LatAm, currencies, peso, real

Multilateral development banks (MDBs) are increasingly moving into local currency funding. Now medium-term note (MTN) dealers need to dust off their EM currency investor Rolodexes, as this shift offers a much-needed business opportunity for them.

MDBs have always issued in niche currencies for arbitrage, with the proceeds swapped into home currencies at a better cost of funds than is available in core currencies. If an MDB wanted to lend in a client’s local currency, the money had to be obtained in the swaps market.

But during 2019, MDB borrowers increasingly raised cash in local currencies and on-lending it directly in that currency, bypassing the difficult and illiquid swaps markets.

Local currency lending means MDBs do not not have to take FX risk on concessional financing, while bringing international investors to a local currency market they fund helps that market’s development.

Meanwhile, investors starved of yield in core markets are happy to take on FX risk for a better return. Rather than lock in low rates at the long end of the dollar and euro curves, they are venturing elsewhere in their hunt for yield.

MTN’s value problem

Low yields in core markets have hurt the MTN market more than most. SSA MTN issuance in sterling, dollars and euros is down from $62.6bn to $48bn year-on-year.

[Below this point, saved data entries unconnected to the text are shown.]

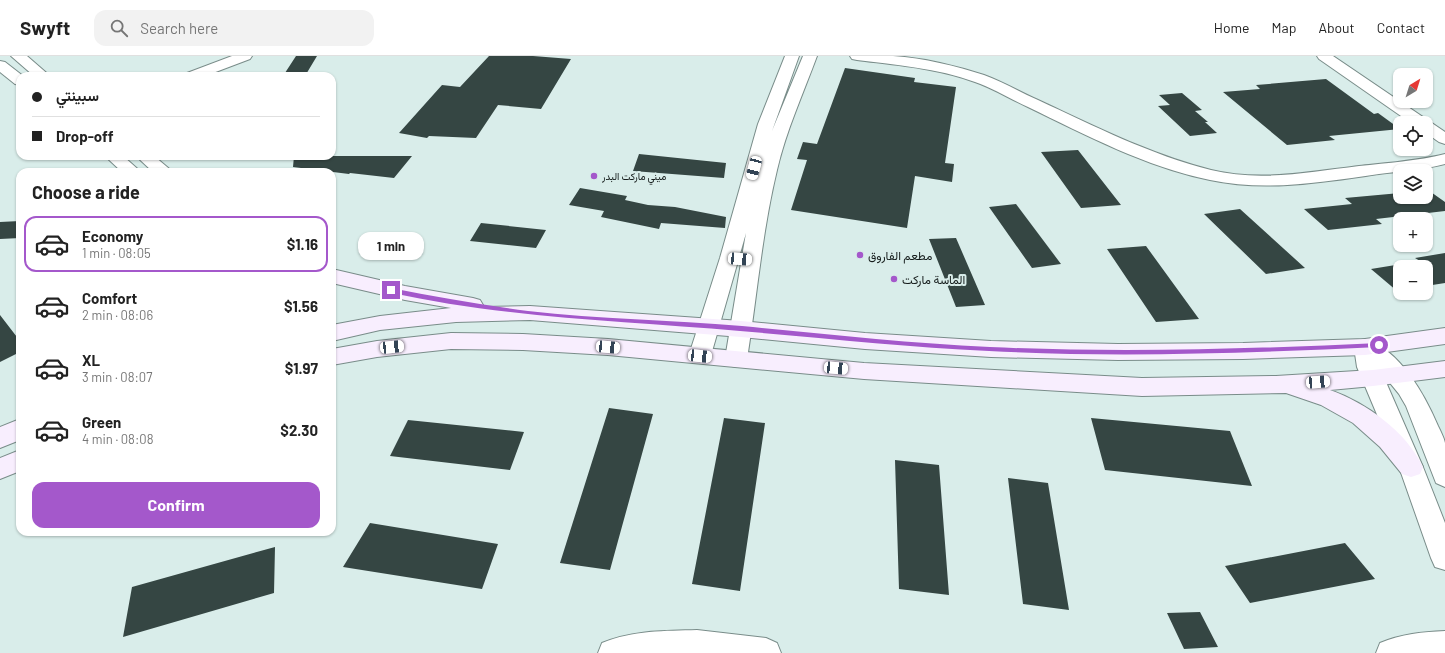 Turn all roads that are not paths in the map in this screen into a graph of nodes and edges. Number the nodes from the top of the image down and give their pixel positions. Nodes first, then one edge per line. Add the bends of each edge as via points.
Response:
1 (18, 56) edge
2 (245, 56) edge
3 (792, 56) edge
4 (810, 56) edge
5 (857, 56) edge
6 (1324, 56) edge
7 (0, 66) edge
8 (38, 72) edge
9 (203, 72) edge
10 (16, 78) edge
11 (780, 86) junction
12 (797, 88) junction
13 (1412, 116) edge
14 (774, 125) junction
15 (1433, 131) edge
16 (1445, 139) edge
17 (1445, 159) edge
18 (118, 160) edge
19 (149, 160) edge
20 (127, 168) edge
21 (159, 168) edge
22 (761, 169) junction
23 (730, 258) junction
24 (750, 260) junction
25 (336, 277) edge
26 (530, 313) junction
27 (709, 326) junction
28 (741, 329) junction
29 (336, 332) edge
30 (1445, 336) edge
31 (1365, 347) junction
32 (700, 356) junction
33 (336, 357) edge
34 (736, 359) junction
35 (1445, 369) edge
36 (1399, 375) junction
37 (1373, 378) junction
38 (1276, 385) junction
39 (16, 431) edge
40 (0, 438) edge
41 (16, 462) edge
42 (1412, 467) junction
43 (0, 469) edge
44 (1445, 476) edge
45 (1445, 558) edge
46 (1445, 646) edge
47 (613, 653) edge
48 (766, 653) edge
49 (1391, 653) edge

1 - 8 street
2 - 9 street
3 - 11 street
4 - 12 street
5 - 17 street via 960,72 1154,158 1211,175 1238,180 1267,182
6 - 13 street
7 - 10 street
11 - 12 street
11 - 14 street
12 - 14 street
14 - 22 street
15 - 16 street
18 - 20 street
19 - 21 street
22 - 23 street
22 - 24 street
23 - 24 street
23 - 27 street
24 - 28 street
25 - 26 main road via 405,293
26 - 27 main road
26 - 29 main road via 456,315 380,323
27 - 28 main road
27 - 32 street
28 - 31 main road via 864,341 999,349 1118,352
28 - 34 street
30 - 31 main road
31 - 36 street
31 - 37 street
32 - 33 main road via 523,342 451,341 377,349
32 - 34 main road
34 - 38 main road via 864,371 1142,387
35 - 36 main road
36 - 37 main road
36 - 44 street via 1421,413
37 - 38 main road
37 - 42 street
38 - 42 main road via 1320,396 1364,418 1399,450
39 - 40 main road
41 - 43 main road
42 - 45 street
46 - 49 street
47 - 48 street via 645,646 697,645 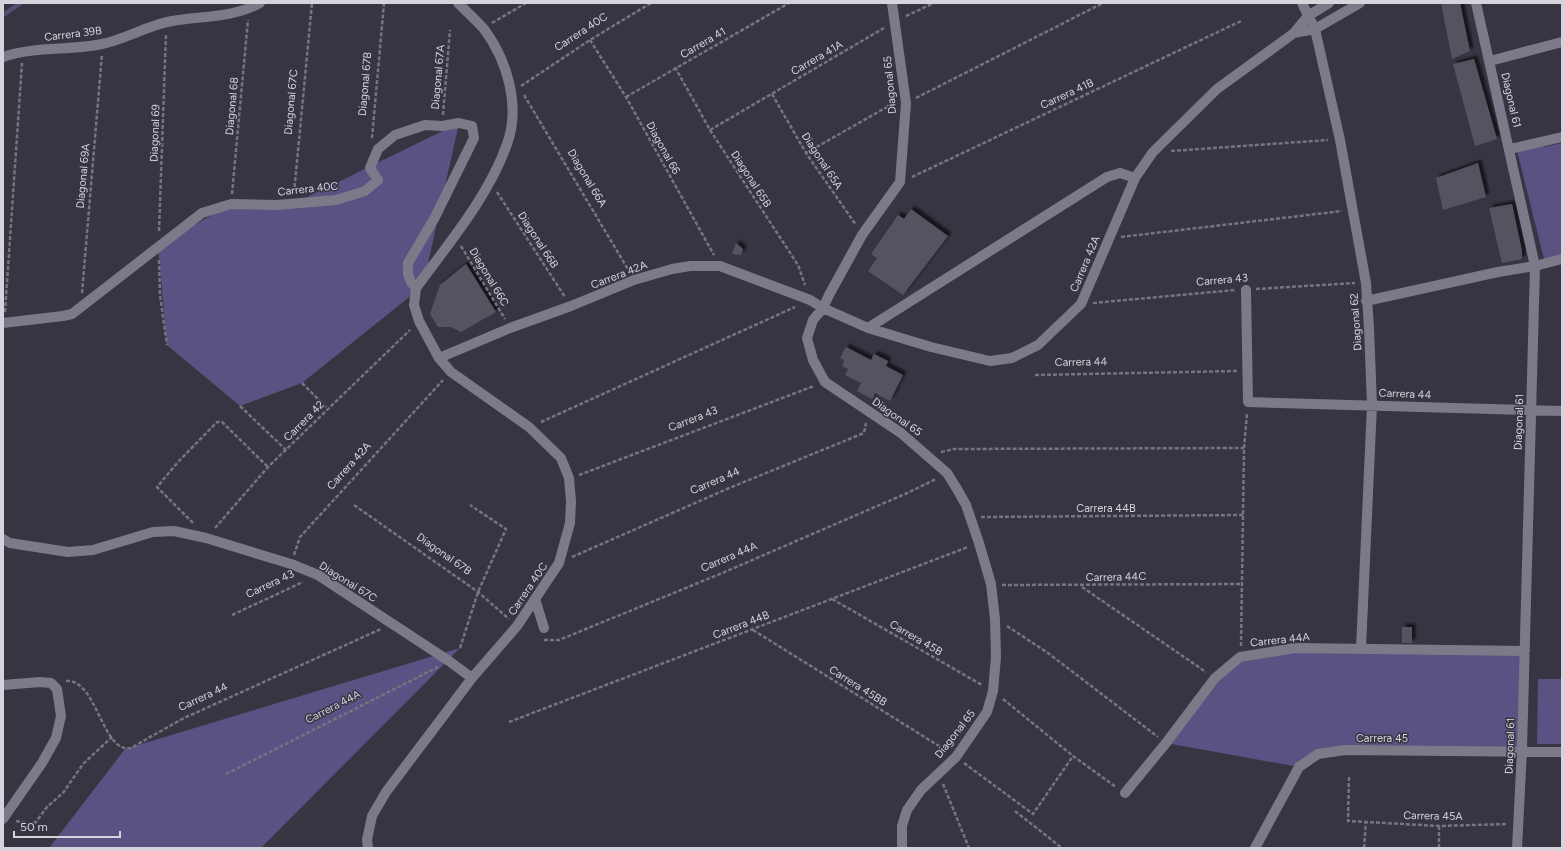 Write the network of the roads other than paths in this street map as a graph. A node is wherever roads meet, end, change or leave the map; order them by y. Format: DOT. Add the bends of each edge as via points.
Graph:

In times of positive yield, investors were happier to sacrifice the few basis points of new issue concession offered in the public market in exchange for an exact asset match for a particular liability.

Now, as every basis point counts, investors are sticking to public markets where, at least, the liquidity on offer means they can jump ship when a better yield comes along.

The result is an MTN market struggling to define itself and offer value to investors. The surge in local currency borrowing for on-lending in the same currency offers a crucial lifeline. At $10.8bn, non-G10 currency MDB MTNs are up by $438m equivalent, compared to last year, and $4bn from 2016, according to Dealogic.

The MTN market is a natural home for esoteric currency deals. Because of the sizes involved, syndicating a benchmark in an emerging market currency is usually impractical. Finding enough investors to make it worthwhile, and clients with the capacity to absorb the lending, are both challenges. Far better to stick to small deals, privately placed with international investors.

Many investors find the prospect of taking EM currency risk, wrapped in triple-A MDB credit risk an appetising prospect, particularly with the yields on offer.

With yields in core markets set to stay low, and local currency issuance from MDBs on the rise, MTN desks must do everything they can to secure as much of the business as possible, making up some of the shortfall from the flagging core markets business.

That will mean looking beyond the French and German insurers and bank treasuries which form the backbone of MTN demand, and looking further afield for funds looking to bolster returns with exotic currency risk.